The stress affecting the gate dielectric is increased even more in the power transistors used in the analog stages of electronic circuits, controlled by higher voltages than at the logic power supply voltage, causing these transistors to become highly conductive or highly cut-off. For instance, let us consider the power transistors used as power supply cut-off devices for all or part of an electronic circuit in stand-by mode to reduce the stand-by mode leak current. SCCMOS (“Super Cut-off CMOS”) transistors are an example of the transistors used for this kind of function. A description is to be found in particular in the following publication: H. Kawaguchi et al., “A super Cut-Off CMOS (SCCMOS), Scheme for 0.5 V Supply Voltage with Picoampere Stand-by Current”, IEEE Journal of Solid State Circuits, vol. 35 No 10, pp 1498-1501, October 2000. They are characterised by their capability of conducting high current in the conductive mode, low leak current in the cut-off state, for an optimal occupied circuit area (with respect to the current in the conductive state).
For this kind of use, in stand-by mode, the transistor is blocked and the transistor gate is inverse “super-polarised”, producing leak current beneath the minimum threshold. In reality, the leak current below the threshold decreases exponentially when more negative polarization is applied to the gate for an NMOS or more positive polarization for a PMOS. Inverse super-polarization refers to the polarization of the gate at a lower voltage than the most negative terminal of the logic supply voltage of the circuit for an NMOS transistor or higher than the most positive supply terminal of the logic supply voltage for a PMOS circuit.
This mode of inverse polarization produces increased stress in the gate dielectric, in the example, more specifically at the point where the gate overhangs the drain so that the drain gate voltage becomes greater than the logic supply voltage. This results in the reduction of the power transistor reliability.

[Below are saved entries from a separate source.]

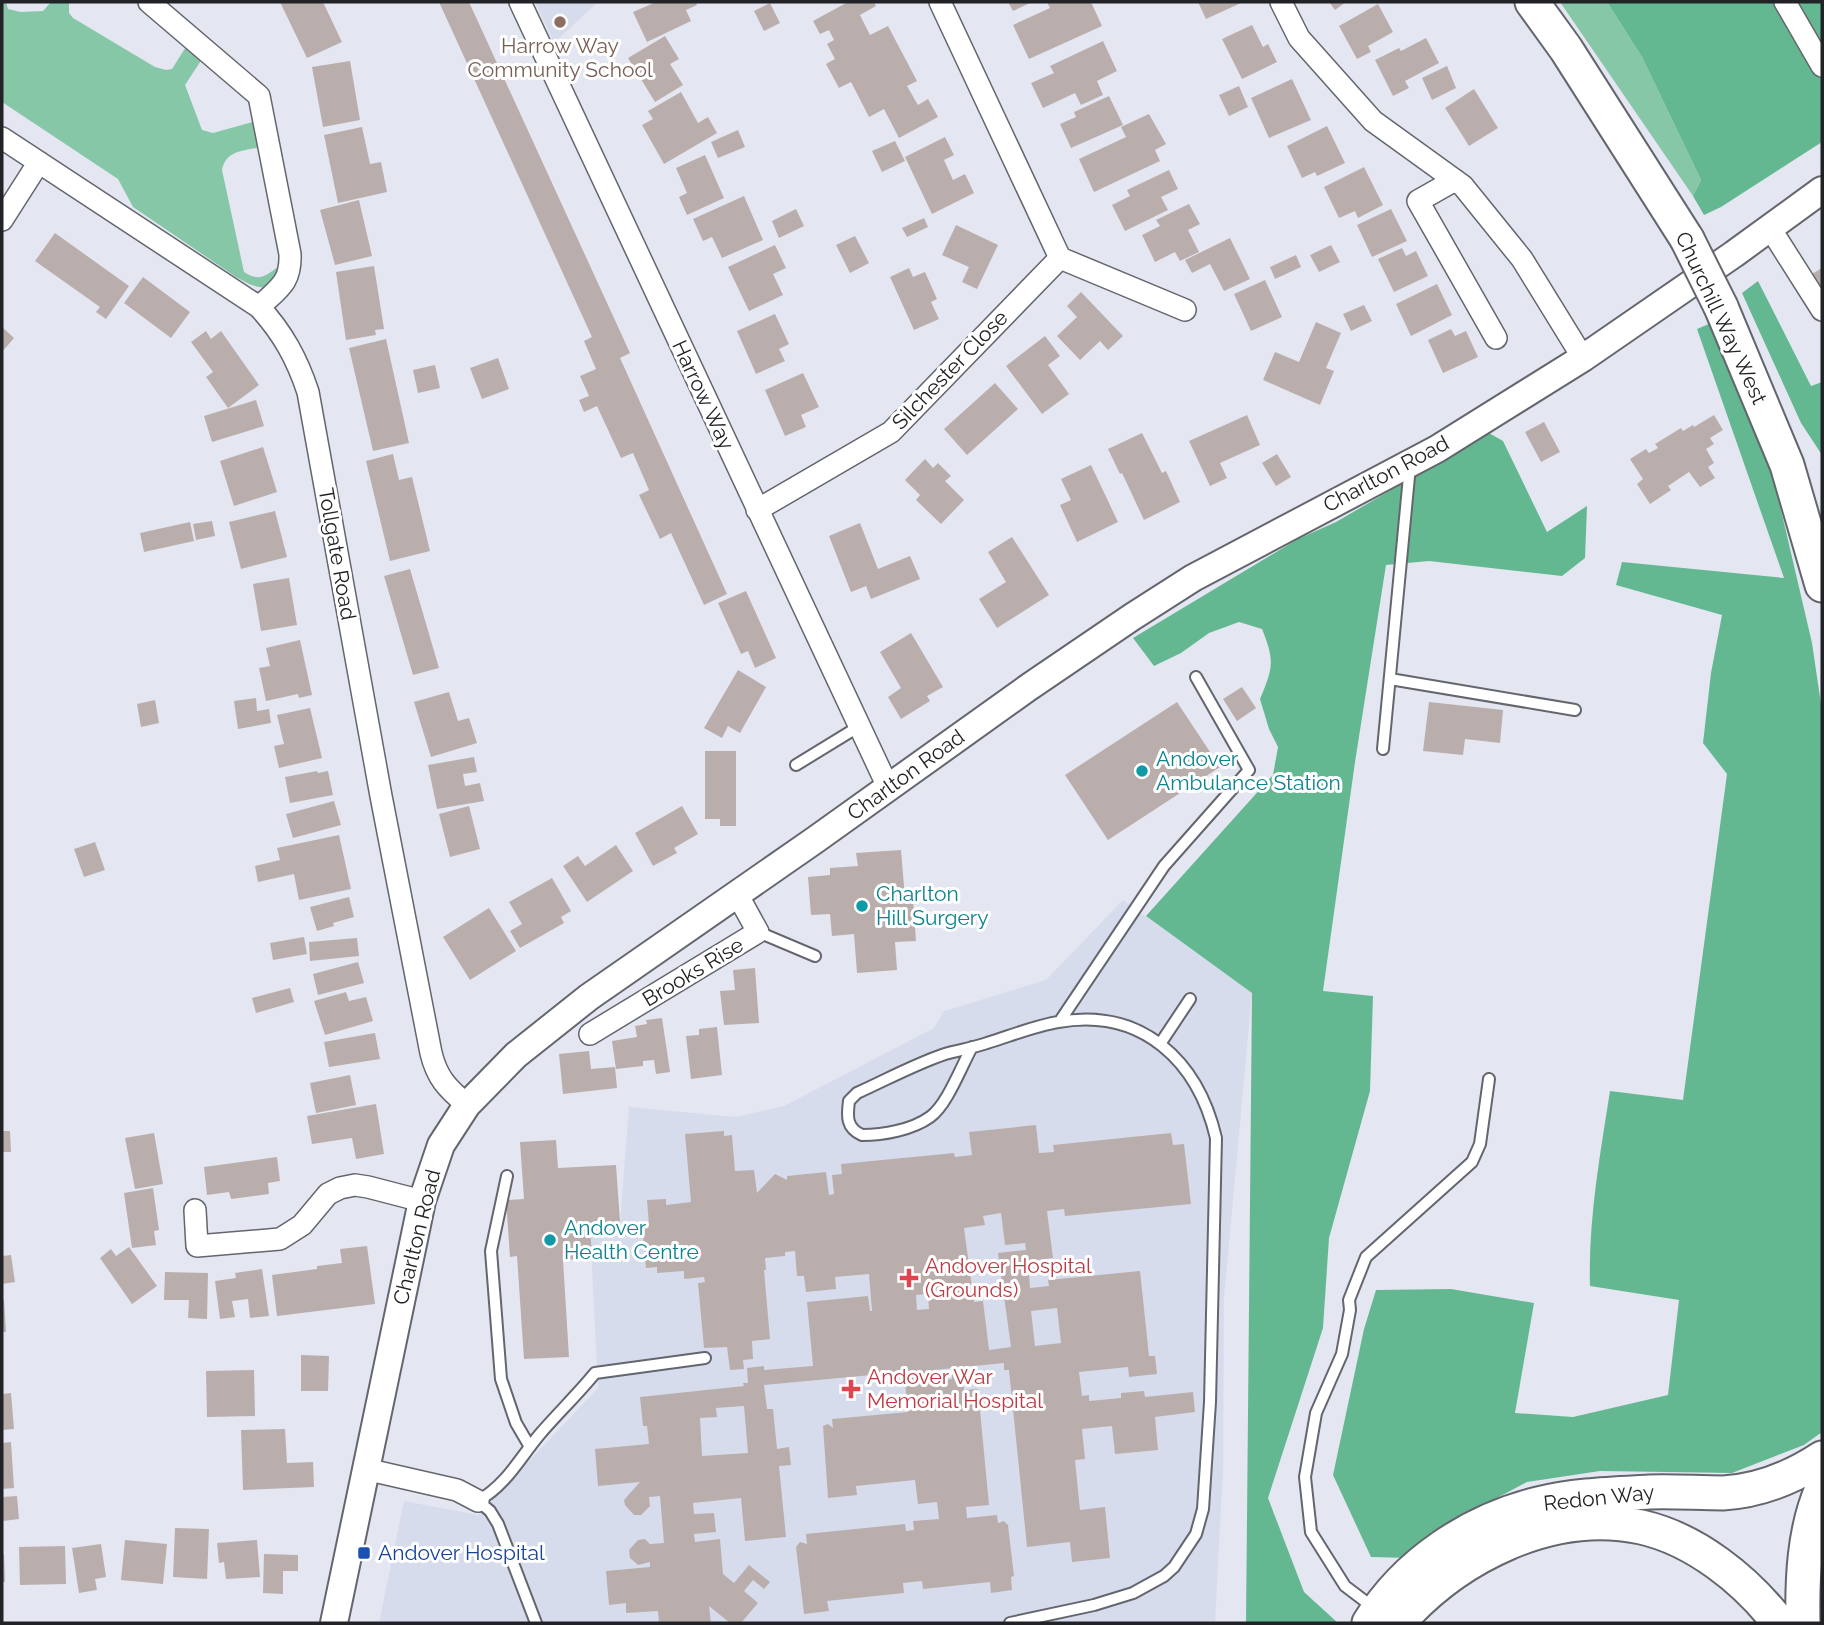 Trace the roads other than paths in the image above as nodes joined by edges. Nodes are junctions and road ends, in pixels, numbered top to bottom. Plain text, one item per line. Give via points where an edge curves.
1 (149, 2) edge
2 (520, 2) edge
3 (940, 2) edge
4 (1281, 2) edge
5 (1532, 2) edge
6 (1784, 2) edge
7 (1822, 66) edge
8 (2, 138) edge
9 (39, 162) junction
10 (1455, 180) junction
11 (1822, 190) edge
12 (2, 220) edge
13 (1770, 228) junction
14 (1060, 258) junction
15 (259, 307) junction
16 (1185, 310) dead end
17 (1822, 310) edge
18 (1496, 338) dead end
19 (1583, 358) junction
20 (1410, 463) junction
21 (757, 510) junction
22 (1822, 585) edge
23 (1196, 677) dead end
24 (1390, 679) junction
25 (1575, 710) dead end
26 (858, 727) junction
27 (1383, 749) dead end
28 (796, 765) dead end
29 (888, 787) junction
30 (737, 894) junction
31 (758, 932) junction
32 (815, 956) dead end
33 (1190, 999) dead end
34 (1060, 1021) junction
35 (590, 1034) dead end
36 (1160, 1044) junction
37 (972, 1048) junction
38 (1489, 1079) dead end
39 (467, 1105) junction
40 (507, 1176) dead end
41 (422, 1201) junction
42 (195, 1210) dead end
43 (705, 1358) dead end
44 (530, 1447) junction
45 (1822, 1458) edge
46 (365, 1469) junction
47 (1822, 1489) edge
48 (478, 1501) junction
49 (1381, 1619) edge
50 (334, 1623) edge
51 (536, 1623) edge
52 (1010, 1623) edge
53 (1779, 1623) edge
54 (1803, 1623) edge

1 - 15 street via 259,96 290,271
2 - 21 street, Harrow Way
3 - 14 street
4 - 10 street via 1299,38 1373,121
5 - 22 main road, Churchill Way West, bridge via 1687,239 1787,465
6 - 7 street
8 - 9 street, Tollgate Road
9 - 12 street
9 - 15 street, Tollgate Road
10 - 18 street via 1418,201
10 - 19 street via 1522,259
11 - 13 street, Charlton Road
13 - 17 street
13 - 19 street, Charlton Road
14 - 16 street
14 - 21 street, Silchester Close via 891,432
15 - 39 street, Tollgate Road via 285,338 308,392 431,1053 443,1082
19 - 20 street, Charlton Road
20 - 24 lane
20 - 29 street, Charlton Road via 1193,578
21 - 26 street, Harrow Way
23 - 34 lane via 1249,770 1164,866
24 - 25 lane
24 - 27 lane
26 - 28 lane
26 - 29 street, Harrow Way
29 - 30 street, Charlton Road
30 - 31 street, Brooks Rise
30 - 39 street, Charlton Road via 589,997 516,1055
31 - 32 lane
31 - 35 street, Brooks Rise
33 - 36 lane
34 - 36 lane via 1116,1023
34 - 37 lane
36 - 52 lane via 1175,1056 1200,1092 1216,1138 1203,1509 1196,1534 1164,1576 1133,1594
37 - 37 lane via 930,1117 869,1135 856,1133 847,1121 849,1101 857,1093 944,1055
38 - 49 lane via 1480,1144 1472,1162 1366,1257 1349,1300 1342,1354 1316,1413 1305,1477 1311,1532 1345,1586
39 - 41 street, Charlton Road via 441,1145
40 - 44 lane via 491,1251 501,1379
41 - 42 street via 368,1187 340,1188 328,1194 302,1225 280,1239 197,1246
41 - 46 street, Charlton Road
43 - 44 lane via 595,1373
44 - 48 lane via 505,1481
45 - 49 main road, Redon Way via 1753,1489 1584,1496 1515,1511 1427,1557 1410,1572
46 - 48 street via 457,1490
46 - 50 street, Charlton Road
47 - 54 main road via 1804,1570
48 - 51 lane via 498,1524
49 - 53 main road, Redon Way via 1418,1602 1500,1546 1544,1530 1595,1524 1640,1527 1685,1544 1735,1576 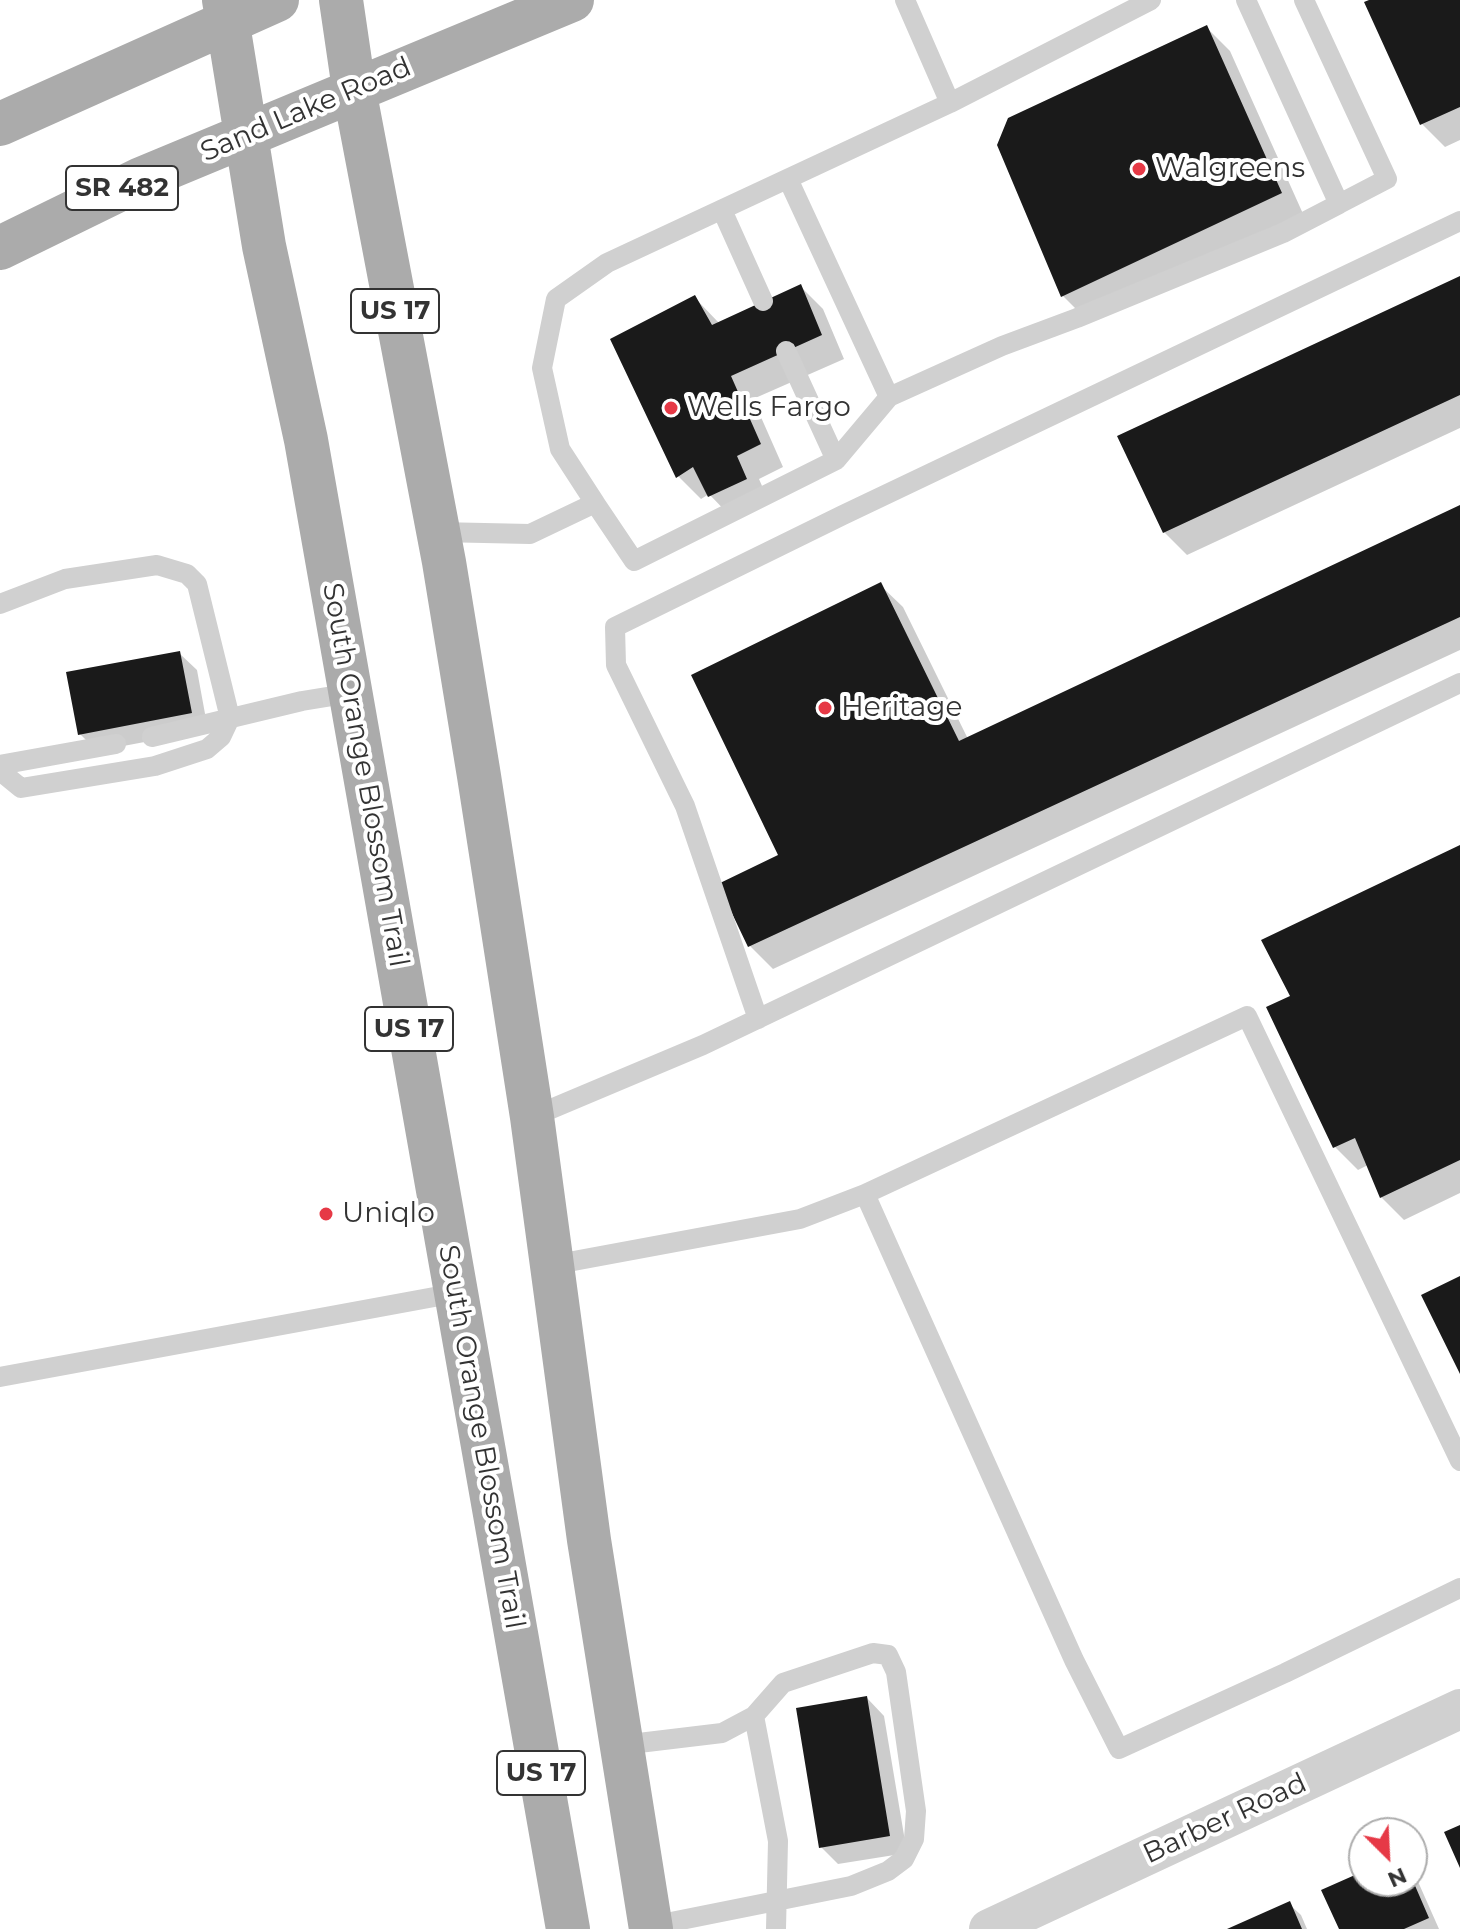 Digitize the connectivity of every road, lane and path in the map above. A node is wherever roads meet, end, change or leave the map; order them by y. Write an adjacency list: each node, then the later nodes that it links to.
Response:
1 (277, 0): 8 (main road)
2 (341, 0): 9 (main road, US 17)
3 (572, 0): 9 (main road, Sand Lake Road / SR 482)
4 (905, 0): 10 (lane)
5 (1151, 0): 10 (lane)
6 (1246, 0): 14 (lane)
7 (1304, 0): 14 (lane)
8 (226, 10): 11 (main road); 12 (main road, South Orange Blossom Trail / US 17)
9 (354, 89): 12 (main road, Sand Lake Road / SR 482); 23 (main road, US 17)
10 (950, 103): 13 (lane)
11 (0, 124)
12 (248, 134): 17 (main road, Sand Lake Road / SR 482); 26 (main road, South Orange Blossom Trail / US 17)
13 (788, 179): 15 (lane); 20 (lane)
14 (1339, 204): 20 (lane)
15 (722, 210): 18 (lane); 22 (lane)
16 (1460, 221): 31 (lane)
17 (0, 248)
18 (763, 301)
19 (786, 351): 21 (lane)
20 (889, 397): 21 (lane)
21 (836, 460): 22 (lane)
22 (595, 503): 23 (lane)
23 (438, 532): 32 (main road, US 17)
24 (0, 604): 27 (lane)
25 (1460, 683): 31 (lane)
26 (351, 693): 27 (lane); 35 (main road, South Orange Blossom Trail / US 17)
27 (230, 718): 28 (lane); 30 (lane)
28 (152, 737)
29 (116, 744): 30 (lane)
30 (0, 768)
31 (758, 1019): 32 (lane)
32 (532, 1117): 34 (main road, US 17)
33 (865, 1194): 34 (lane); 37 (lane); 38 (lane)
34 (552, 1265): 41 (main road, US 17)
35 (456, 1293): 36 (lane); 44 (main road, South Orange Blossom Trail / US 17)
36 (0, 1377)
37 (1460, 1461)
38 (1460, 1588)
39 (1460, 1709): 46 (street, Barber Road)
40 (754, 1716): 41 (lane); 42 (lane); 42 (lane)
41 (622, 1745): 43 (main road, US 17)
42 (778, 1901): 43 (lane); 45 (lane)
43 (651, 1928)
44 (568, 1929)
45 (776, 1929)
46 (989, 1929) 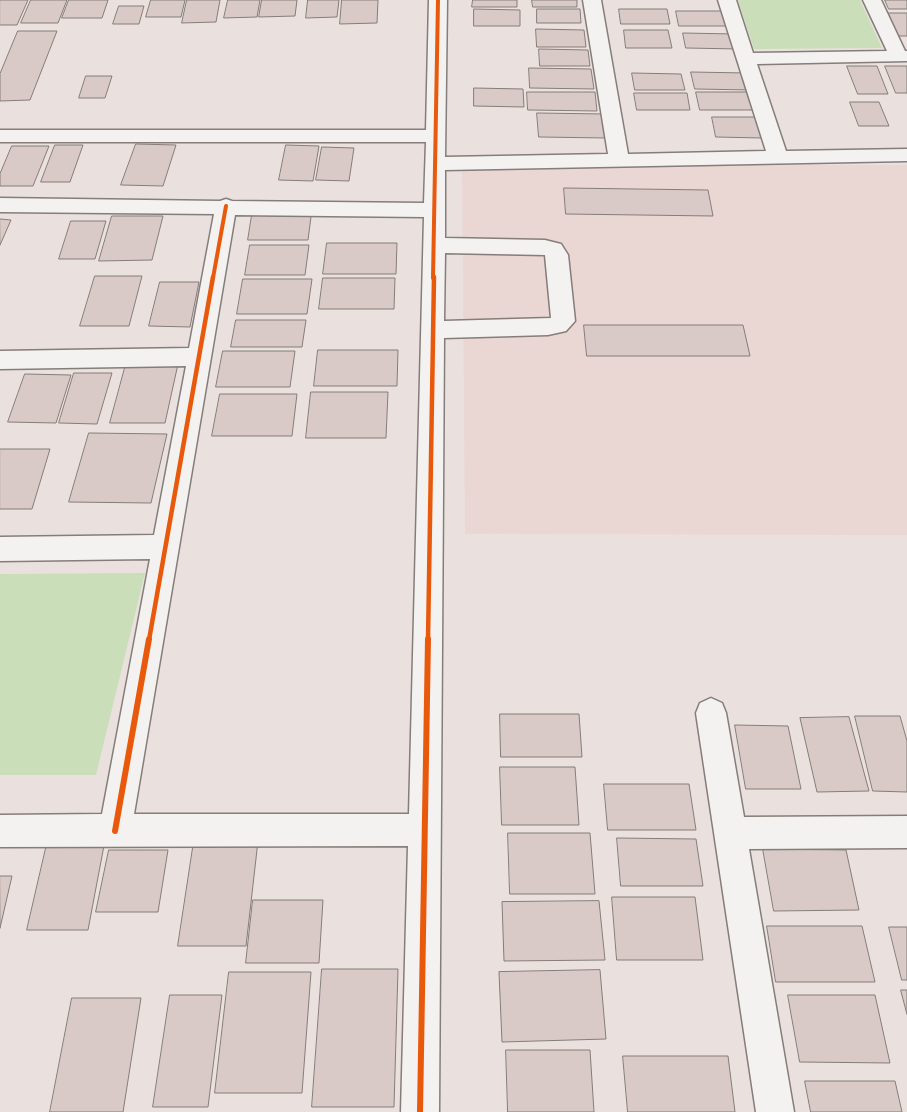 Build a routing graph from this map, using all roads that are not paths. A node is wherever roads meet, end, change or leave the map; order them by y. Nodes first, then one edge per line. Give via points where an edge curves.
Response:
1 (438, 0) edge
2 (592, 0) edge
3 (727, 0) edge
4 (872, 0) edge
5 (903, 56) edge
6 (746, 59) junction
7 (0, 136) edge
8 (435, 136) junction
9 (907, 155) edge
10 (778, 157) junction
11 (619, 160) junction
12 (435, 164) junction
13 (0, 205) edge
14 (226, 206) junction
15 (434, 210) junction
16 (434, 244) junction
17 (432, 330) junction
18 (199, 357) junction
19 (0, 360) edge
20 (166, 547) junction
21 (0, 549) edge
22 (711, 713) dead end
23 (424, 830) junction
24 (0, 831) edge
25 (115, 831) junction
26 (907, 832) edge
27 (730, 833) junction
28 (420, 1112) edge
29 (775, 1112) edge

1 - 8 street
2 - 11 street
3 - 6 street
4 - 5 street
5 - 6 street
6 - 10 street
7 - 8 street
8 - 12 street
9 - 10 street
10 - 11 street
11 - 12 street
12 - 15 street
13 - 14 street
14 - 15 street
14 - 18 street
15 - 16 street
16 - 17 street
16 - 17 street via 553,249 557,255 563,321 548,327
17 - 23 street
18 - 19 street
18 - 20 street
20 - 21 street
20 - 25 street
22 - 27 street
23 - 25 street
23 - 28 street
24 - 25 street
26 - 27 street
27 - 29 street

Accordingly, generally speaking, the “miniaturisation” of field-effect transistors reduces their reliability and subsequently the duration of electronic integrated circuits using this type of transistor. This means that the stakes are high, especially for fast logic and for every type “portable” application.
One objective of the present invention is to increase the reliability of field-effect transistors in this way.
It has been seen that in thin dielectric arrangements, stress does not generate the abrupt breakdown of the dielectric as occurs in thicker dielectrics but, on the contrary, leads to a phenomenon of soft breakdown. This phenomenon of soft breakdown is explained in the following publication: Depas et al. “Soft Breakdown of Ultra-thin Gate Oxide Layers”, IEEE Transactions on Electron devices Vol. 43, no. 3, September 1996. It is illustrated in FIG. 2, using the example of an MOS technology transistor on a silicon substrate and having a silicon oxide gate dielectric. The ordinates represent the gate voltage which is applied to maintain constant current through the dielectric. Initially, the applied voltage decreases slowly: this part of the curve up to the SBD point corresponds to the generation of faults (carrier traps) in the SiO2 dielectric and at the substrate/dielectric Si/Si02 interface due to the tunnel injection of electrons in a strong electric field. When, locally, these faults reach sufficient density, a conduction path is formed: this is the first breakdown (SBD point in the figure). This initial breakdown can be followed by other breakdowns. When the conduction path or paths are widened by thermal effects and join one another, the rate of change of the current through the dielectric becomes very high until the transistor switches out (BD point).
The soft breakdown phenomenon as observed allows the detection or following of the aging of the dielectric, before reaching the final breakdown point BD.